If you don't have simple syrup on hand already, you can make a quick simple syrup using sugar and water in your blender. Start out by adding your dry sugar to the blender and pulse until it is a finer texture. (You can skip this step if you are using caster sugar.)
Then, add in the water, seal up the blender and pulse the sugar and water mixture. Keep blending in 10 second bursts until it looks like the sugar has dissolved.
Pour the simple syrup into a separate container and set aside.
Then, cut up your mango. I've found the best way to cut a mango is to use a long knife, and make cuts on either side of the pit. A mango pit is kind of flat, like a big pumpkin seed, so you want to cut along the flat sides of the pit.
Use a spoon to scoop out the mango flesh. Try to keep the bowl of the spoon close to the skin so you get as much of the flesh out as you can. Then, cut the mango flesh into cubes and add it to your blender.
Pulse the blender to break up the chunks, and then blend in 10 second intervals until the fruit is completely smooth and pureed.
Then, add the simple syrup back to the blender.
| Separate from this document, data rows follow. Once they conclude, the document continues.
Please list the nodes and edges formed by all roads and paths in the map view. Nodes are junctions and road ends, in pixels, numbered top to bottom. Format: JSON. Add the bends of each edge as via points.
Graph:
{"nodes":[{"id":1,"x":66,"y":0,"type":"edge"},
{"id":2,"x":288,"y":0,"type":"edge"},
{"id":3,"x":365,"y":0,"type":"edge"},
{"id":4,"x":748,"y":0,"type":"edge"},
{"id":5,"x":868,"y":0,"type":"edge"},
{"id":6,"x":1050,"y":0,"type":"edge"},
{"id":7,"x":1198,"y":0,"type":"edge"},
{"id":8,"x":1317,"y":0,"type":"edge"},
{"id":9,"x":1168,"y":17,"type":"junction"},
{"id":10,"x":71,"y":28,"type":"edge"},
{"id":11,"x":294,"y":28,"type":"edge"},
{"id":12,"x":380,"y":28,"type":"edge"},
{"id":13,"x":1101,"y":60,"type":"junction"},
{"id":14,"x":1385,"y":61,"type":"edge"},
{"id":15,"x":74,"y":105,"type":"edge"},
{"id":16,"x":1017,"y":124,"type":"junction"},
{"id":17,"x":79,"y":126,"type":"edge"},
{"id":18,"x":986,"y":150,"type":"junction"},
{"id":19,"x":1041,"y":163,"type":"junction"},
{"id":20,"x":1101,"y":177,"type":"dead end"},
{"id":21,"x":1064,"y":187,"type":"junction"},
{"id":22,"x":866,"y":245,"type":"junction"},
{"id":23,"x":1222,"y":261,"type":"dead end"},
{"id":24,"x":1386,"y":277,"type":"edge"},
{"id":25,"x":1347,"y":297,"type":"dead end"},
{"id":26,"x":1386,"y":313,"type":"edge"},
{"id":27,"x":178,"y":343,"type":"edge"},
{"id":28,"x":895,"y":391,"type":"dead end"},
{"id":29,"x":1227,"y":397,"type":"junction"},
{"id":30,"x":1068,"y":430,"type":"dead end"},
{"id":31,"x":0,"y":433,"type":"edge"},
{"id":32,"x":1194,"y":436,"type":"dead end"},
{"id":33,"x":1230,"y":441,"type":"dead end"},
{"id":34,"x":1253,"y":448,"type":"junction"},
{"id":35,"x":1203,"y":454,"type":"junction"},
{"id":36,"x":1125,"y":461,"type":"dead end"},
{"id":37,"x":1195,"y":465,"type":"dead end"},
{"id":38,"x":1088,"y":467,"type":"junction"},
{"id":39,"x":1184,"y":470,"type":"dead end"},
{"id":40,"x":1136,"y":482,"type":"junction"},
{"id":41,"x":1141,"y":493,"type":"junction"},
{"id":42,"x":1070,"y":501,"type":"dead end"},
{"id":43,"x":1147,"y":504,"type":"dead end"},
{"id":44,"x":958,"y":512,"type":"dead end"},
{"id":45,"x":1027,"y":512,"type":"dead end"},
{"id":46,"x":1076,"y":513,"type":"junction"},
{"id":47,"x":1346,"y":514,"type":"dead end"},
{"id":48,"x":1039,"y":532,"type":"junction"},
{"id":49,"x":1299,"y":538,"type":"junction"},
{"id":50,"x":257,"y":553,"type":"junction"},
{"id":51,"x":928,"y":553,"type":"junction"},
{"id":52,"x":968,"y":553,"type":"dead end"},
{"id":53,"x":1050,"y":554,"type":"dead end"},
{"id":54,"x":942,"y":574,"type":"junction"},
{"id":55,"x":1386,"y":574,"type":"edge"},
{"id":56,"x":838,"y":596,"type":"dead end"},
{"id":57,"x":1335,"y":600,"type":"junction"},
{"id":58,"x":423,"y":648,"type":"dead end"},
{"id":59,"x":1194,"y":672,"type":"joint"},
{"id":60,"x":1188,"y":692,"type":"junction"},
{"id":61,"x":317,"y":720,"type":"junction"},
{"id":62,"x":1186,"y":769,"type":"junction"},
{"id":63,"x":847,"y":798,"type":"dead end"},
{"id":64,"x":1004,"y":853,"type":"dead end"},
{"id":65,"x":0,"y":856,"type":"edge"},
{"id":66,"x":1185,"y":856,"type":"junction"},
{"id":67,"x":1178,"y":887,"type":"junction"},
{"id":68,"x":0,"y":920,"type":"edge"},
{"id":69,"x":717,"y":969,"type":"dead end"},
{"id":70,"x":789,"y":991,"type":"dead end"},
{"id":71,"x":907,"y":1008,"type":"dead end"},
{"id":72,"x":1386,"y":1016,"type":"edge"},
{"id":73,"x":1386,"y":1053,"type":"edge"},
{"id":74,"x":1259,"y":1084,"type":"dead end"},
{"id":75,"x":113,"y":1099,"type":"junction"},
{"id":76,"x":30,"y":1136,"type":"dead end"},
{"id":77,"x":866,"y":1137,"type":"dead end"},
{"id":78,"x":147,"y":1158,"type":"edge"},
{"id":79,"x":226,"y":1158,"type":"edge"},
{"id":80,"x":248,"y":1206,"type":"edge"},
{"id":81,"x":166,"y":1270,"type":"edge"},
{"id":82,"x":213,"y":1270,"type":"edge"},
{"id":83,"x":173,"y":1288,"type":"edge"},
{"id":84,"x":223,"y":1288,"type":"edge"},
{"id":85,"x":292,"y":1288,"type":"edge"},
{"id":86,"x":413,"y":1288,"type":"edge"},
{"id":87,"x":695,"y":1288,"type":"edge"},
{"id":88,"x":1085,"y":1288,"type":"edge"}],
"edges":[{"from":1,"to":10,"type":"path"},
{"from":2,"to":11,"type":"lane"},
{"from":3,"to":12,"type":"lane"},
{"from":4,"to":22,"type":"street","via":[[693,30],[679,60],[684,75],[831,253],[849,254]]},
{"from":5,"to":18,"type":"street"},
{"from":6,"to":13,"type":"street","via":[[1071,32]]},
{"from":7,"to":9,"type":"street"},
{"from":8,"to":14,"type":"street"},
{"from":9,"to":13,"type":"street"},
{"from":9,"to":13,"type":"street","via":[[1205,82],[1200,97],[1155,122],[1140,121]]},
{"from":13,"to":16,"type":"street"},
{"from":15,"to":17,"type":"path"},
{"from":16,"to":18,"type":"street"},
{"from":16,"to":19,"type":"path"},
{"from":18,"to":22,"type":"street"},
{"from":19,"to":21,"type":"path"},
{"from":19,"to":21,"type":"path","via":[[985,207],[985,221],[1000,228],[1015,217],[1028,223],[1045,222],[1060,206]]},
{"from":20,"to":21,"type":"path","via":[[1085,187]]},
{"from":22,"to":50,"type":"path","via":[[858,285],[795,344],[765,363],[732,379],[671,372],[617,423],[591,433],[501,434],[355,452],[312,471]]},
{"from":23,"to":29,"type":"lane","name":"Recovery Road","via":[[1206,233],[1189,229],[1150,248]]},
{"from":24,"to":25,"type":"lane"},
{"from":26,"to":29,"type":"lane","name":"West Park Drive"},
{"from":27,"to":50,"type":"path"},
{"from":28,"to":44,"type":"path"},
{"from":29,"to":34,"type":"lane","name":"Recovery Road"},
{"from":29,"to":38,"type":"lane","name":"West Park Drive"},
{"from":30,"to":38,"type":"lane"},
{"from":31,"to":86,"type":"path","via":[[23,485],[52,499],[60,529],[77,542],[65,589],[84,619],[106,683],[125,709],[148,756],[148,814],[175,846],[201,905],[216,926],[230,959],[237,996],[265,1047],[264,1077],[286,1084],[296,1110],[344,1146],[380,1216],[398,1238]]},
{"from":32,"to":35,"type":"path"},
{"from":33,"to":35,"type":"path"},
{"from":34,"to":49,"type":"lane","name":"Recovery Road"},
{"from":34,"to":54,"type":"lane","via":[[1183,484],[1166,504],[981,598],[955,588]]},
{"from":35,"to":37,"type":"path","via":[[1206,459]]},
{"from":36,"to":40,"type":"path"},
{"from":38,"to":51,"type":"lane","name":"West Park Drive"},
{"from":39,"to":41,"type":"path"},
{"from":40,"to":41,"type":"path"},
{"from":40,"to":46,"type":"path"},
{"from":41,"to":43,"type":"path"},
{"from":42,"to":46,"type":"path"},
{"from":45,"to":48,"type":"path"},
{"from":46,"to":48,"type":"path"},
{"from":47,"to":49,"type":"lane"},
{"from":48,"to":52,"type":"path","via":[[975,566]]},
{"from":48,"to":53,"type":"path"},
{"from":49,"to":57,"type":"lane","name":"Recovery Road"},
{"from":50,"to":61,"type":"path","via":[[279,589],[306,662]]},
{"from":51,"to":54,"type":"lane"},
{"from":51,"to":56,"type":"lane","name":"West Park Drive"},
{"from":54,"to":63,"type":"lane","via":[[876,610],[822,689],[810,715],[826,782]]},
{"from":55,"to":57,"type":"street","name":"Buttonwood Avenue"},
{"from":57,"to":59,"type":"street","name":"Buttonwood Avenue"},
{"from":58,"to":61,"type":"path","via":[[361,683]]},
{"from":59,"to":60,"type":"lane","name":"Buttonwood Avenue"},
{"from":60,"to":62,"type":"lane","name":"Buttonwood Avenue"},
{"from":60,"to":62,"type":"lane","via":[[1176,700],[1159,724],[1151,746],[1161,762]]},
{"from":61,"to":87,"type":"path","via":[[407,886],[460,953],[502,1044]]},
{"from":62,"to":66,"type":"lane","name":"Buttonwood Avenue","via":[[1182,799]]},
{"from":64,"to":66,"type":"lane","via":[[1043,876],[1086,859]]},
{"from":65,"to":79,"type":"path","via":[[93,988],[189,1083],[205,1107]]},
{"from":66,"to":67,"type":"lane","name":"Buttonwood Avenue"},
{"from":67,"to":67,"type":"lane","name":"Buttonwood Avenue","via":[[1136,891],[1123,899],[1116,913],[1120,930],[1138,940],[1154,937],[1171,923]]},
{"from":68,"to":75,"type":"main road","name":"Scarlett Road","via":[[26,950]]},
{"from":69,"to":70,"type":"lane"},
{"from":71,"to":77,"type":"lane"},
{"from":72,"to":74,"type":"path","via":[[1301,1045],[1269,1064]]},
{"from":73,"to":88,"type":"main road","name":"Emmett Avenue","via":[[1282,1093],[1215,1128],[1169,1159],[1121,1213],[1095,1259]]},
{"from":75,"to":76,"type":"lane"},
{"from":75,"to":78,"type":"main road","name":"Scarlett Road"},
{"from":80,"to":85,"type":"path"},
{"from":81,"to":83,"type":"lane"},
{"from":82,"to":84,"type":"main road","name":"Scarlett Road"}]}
Seal it up and do a few more 10 second blending intervals until it is all mixed together.
Take the container you're planning to store the nectar in and add a funnel to the top. Carefully pour the finished nectar through the funnel and into your storage container.
You can use it right away, or store it in an airtight container in the fridge for up to a week.
Frequently Asked Questions
Although they both use fresh mangoes, mango nectar and juice are not the same. Mango nectar is pureed mango mixed with a sugar syrup. Mango juice is the liquid left when all of the solids and fibers have been taken out of a mango puree. The nectar is thick and opaque. The juice is much thinner and you can see through it.
No, mango nectar and mango syrup are not the same. Mango nectar is a mixture of pureed mango and simple syrup. Mango syrup, though, is made by flavoring simple syrup with mango, and doesn't have mango fibers in it. You can do this by letting mango pits sit in sugar overnight and draining out the resulting syrup (this method is called maceration.) Or, you could add cut up mango to hot simple syrup on a stovetop. After the mango cooks a little, strain the mango chunks out to get a clear syrup.
Mango nectar can be stored in the freezer for several months. If you pour your finished nectar into ice cube trays, you can freeze it until it's solid. Then take the cubes out, and store them in an airtight bag or other container. Note that the cubes will be a little bit sticky, and not as hard as plain ice.
Alternatively, you can freeze just the mango puree without adding the syrup. The cubes will freeze a little bit better, and you can just defrost and mix them with simple syrup instead of using frozen mango chunks.
Simple Syrup - enough to make ¾ cup syrup
- ½ cup sugar (use caster or superfine sugar if possible)
- ½ cup water
- 1 mango (preferably 1 large Ataulfo mango - enough for 1 cup of chunks - or use 1 cup of frozen mango chunks)
- Add the sugar to your blender. If you are not using caster or superfine sugar, pulse blend the dry sugar into more of a powder to make it easier to dissolve.
- Add the water into the blender and pulse to mix. When the sugar looks like it has dissolved, you can pour the simple syrup into another container and set it aside.
Mango Puree and Nectar (Fresh Mango)
- If you are using fresh mango, cut up your mango into chunks until you have about a cup of mango chunks. Add the chunks into your blender and pulse to puree.
- Add ¾ cup of the simple syrup in with the mango puree and reseal the blender. Pulse blend until everything is mixed and smooth.
Mango Puree and Nectar (Frozen Mango)
- If you are using frozen mango chunks, don't try to blend them by themselves. Add in ¾ cup simple syrup along with the mango chunks, and pulse to blend until smooth.
- Using a funnel, pour the finished nectar into a resealable container, like a swing-top bottle. You can store it in the refrigerator for up to a week, or freeze it into cubes.